START Data for analysis

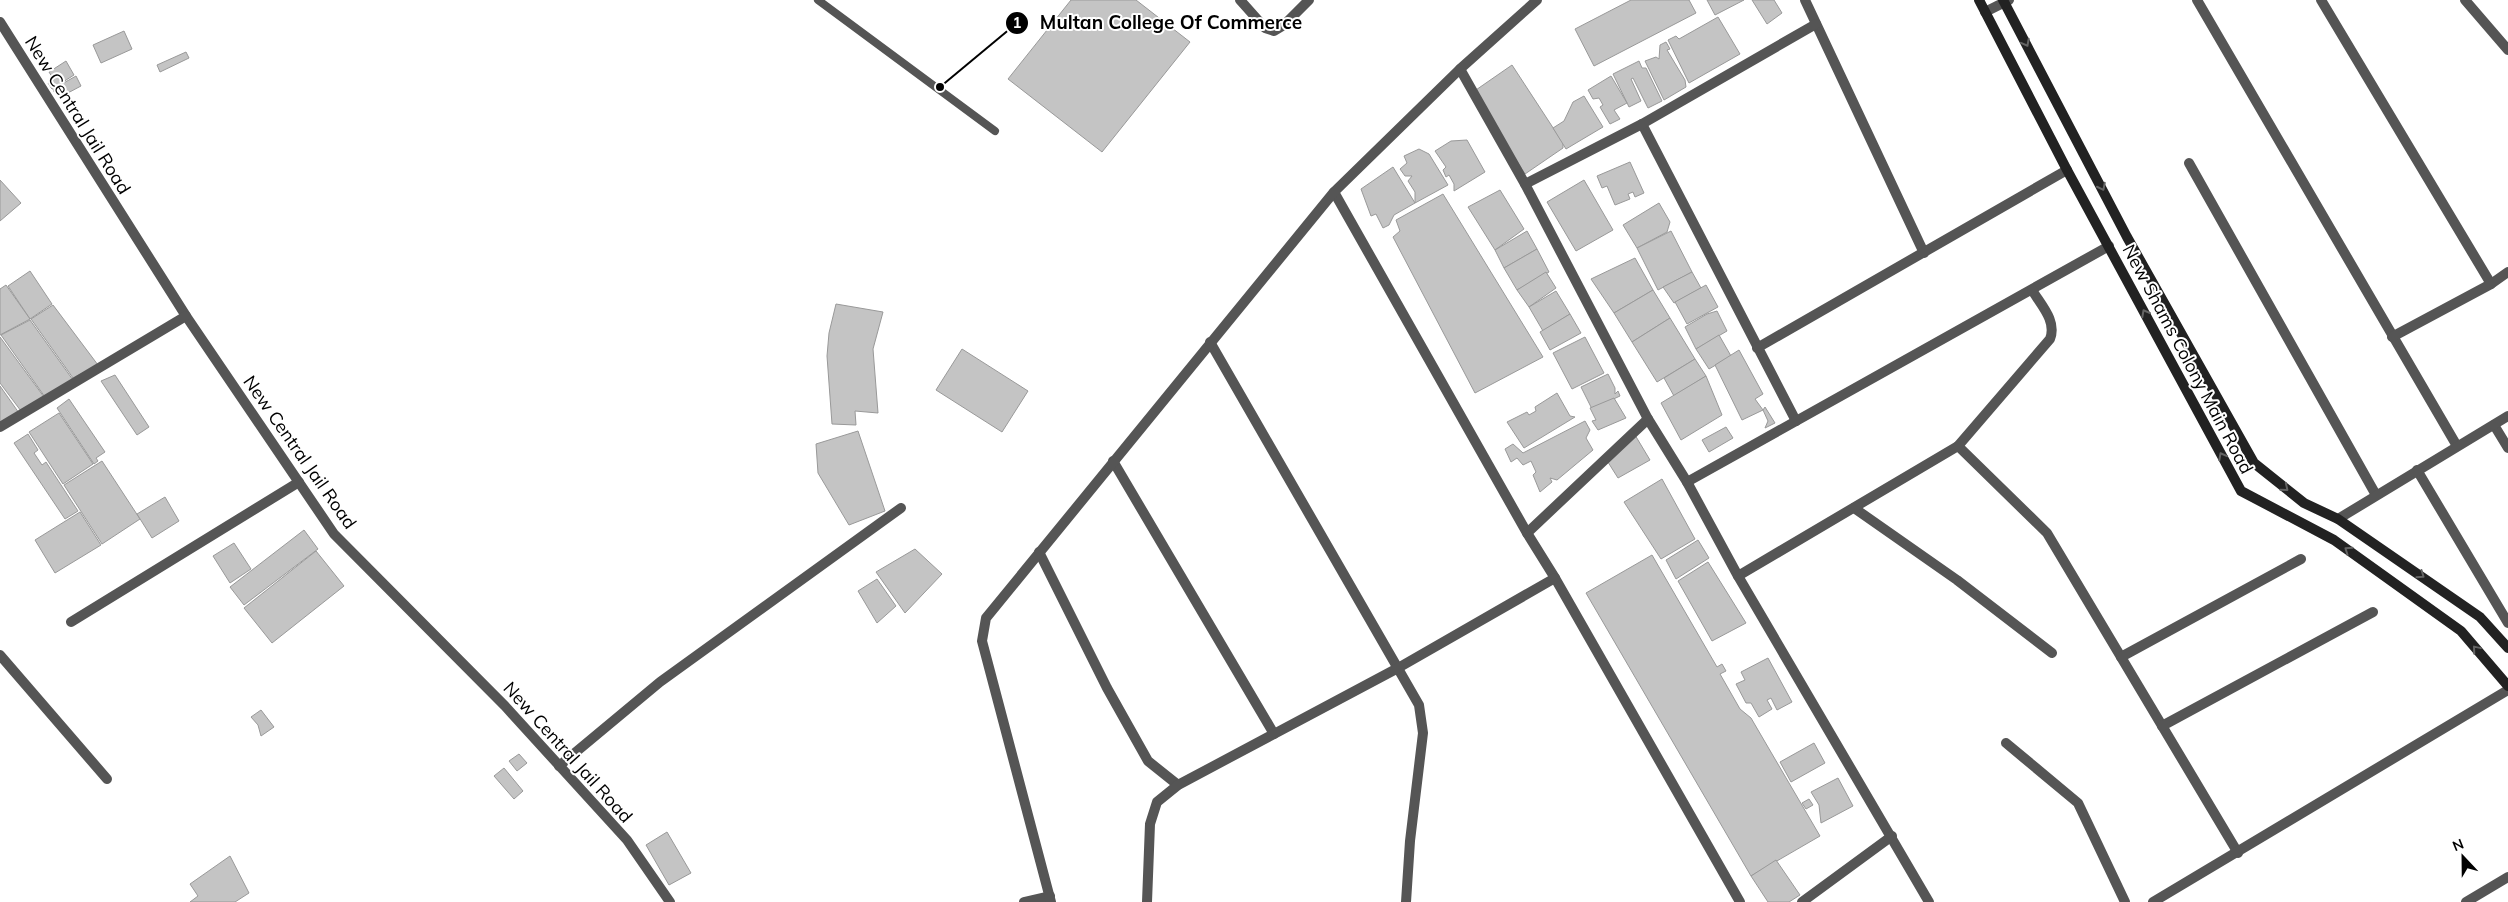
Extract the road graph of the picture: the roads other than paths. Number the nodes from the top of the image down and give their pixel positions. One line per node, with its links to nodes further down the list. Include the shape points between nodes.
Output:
1 (818, 0): 17 (lane)
2 (1240, 0): 3 (street, via 1265,28 1274,31)
3 (1309, 0)
4 (1537, 0): 15 (street)
5 (1805, 0): 13 (street)
6 (1980, 0): 11 (main road, New Shams Colony Main Road)
7 (2197, 0): 28 (street)
8 (2321, 0): 25 (street)
9 (2465, 0): 14 (street)
10 (2005, 1): 11 (street); 46 (main road, New Shams Colony Main Road, one-way to 46, via 2127,237 2254,463 2304,503)
11 (1985, 12): 19 (main road, New Shams Colony Main Road)
12 (0, 22): 27 (street, New Central Jail Road)
13 (1816, 24): 16 (street); 23 (street)
14 (2508, 50)
15 (1460, 69): 20 (street); 21 (street)
16 (1642, 124): 20 (street); 30 (street)
17 (995, 131)
18 (2189, 163): 43 (street)
19 (2067, 170): 22 (main road, New Shams Colony Main Road); 23 (street)
20 (1525, 184): 32 (street)
21 (1334, 192): 29 (street); 47 (street)
22 (2109, 246): 26 (street); 60 (main road, New Shams Colony Main Road, one-way to 22, via 2461,630 2334,540 2241,491)
23 (1924, 253): 30 (street)
24 (2508, 272): 25 (street)
25 (2491, 284): 28 (street)
26 (2032, 290): 33 (street); 36 (street, via 2050,318 2053,330 2050,339)
27 (186, 316): 35 (street); 41 (street, New Central Jail Road)
28 (2392, 337): 37 (street)
29 (1210, 342): 39 (street); 59 (street)
30 (1757, 348): 33 (street)
31 (2508, 416): 34 (street)
32 (1648, 419): 42 (street); 47 (street)
33 (1796, 421): 42 (street)
34 (2494, 425): 37 (street); 38 (street)
35 (0, 427)
36 (1958, 446): 45 (street); 58 (street, via 2046,533)
37 (2457, 446): 40 (street)
38 (2508, 448)
39 (1113, 461): 48 (street); 63 (street)
40 (2417, 470): 43 (street); 54 (street)
41 (299, 482): 53 (street); 65 (street, New Central Jail Road, via 334,534 506,706)
42 (1687, 482): 50 (street)
43 (2376, 495): 46 (street)
44 (901, 508): 65 (street, via 660,682)
45 (1854, 508): 50 (street); 56 (street, via 1957,580)
46 (2338, 519): 55 (main road, New Shams Colony Main Road, one-way to 55, via 2480,617)
47 (1526, 533): 51 (street)
48 (1039, 552): 67 (street, via 1107,688 1148,761); 71 (street, via 986,618 982,641)
49 (2301, 559): 58 (street)
50 (1738, 576): 68 (street)
51 (1555, 578): 59 (street); 77 (street)
52 (2373, 612): 62 (street)
53 (71, 622)
54 (2508, 623)
55 (2508, 648)
56 (2052, 653)
57 (0, 655): 66 (street)
58 (2121, 657): 62 (street)
59 (1398, 668): 63 (street); 76 (street, via 1419,705 1423,732)
60 (2508, 686)
61 (2508, 690): 69 (street)
62 (2162, 726): 69 (street)
63 (1274, 734): 67 (street)
64 (2006, 742): 80 (street, via 2078,803)
65 (559, 766): 73 (street, New Central Jail Road, via 627,840)
66 (107, 778)
67 (1178, 785): 75 (street, via 1157,802 1150,824)
68 (1892, 836): 78 (street); 79 (street)
69 (2238, 853): 81 (street)
70 (2508, 877): 72 (street)
71 (1051, 899): 74 (street)
72 (2469, 901)
73 (670, 902)
74 (1024, 902)
75 (1147, 902)
76 (1406, 902)
77 (1740, 902)
78 (1802, 902)
79 (1929, 902)
80 (2125, 902)
81 (2153, 902)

END Data for analysis

Copy every line of the entries in which "Central" can be found.

12 (0, 22): 27 (street, New Central Jail Road)
27 (186, 316): 35 (street); 41 (street, New Central Jail Road)
41 (299, 482): 53 (street); 65 (street, New Central Jail Road, via 334,534 506,706)
65 (559, 766): 73 (street, New Central Jail Road, via 627,840)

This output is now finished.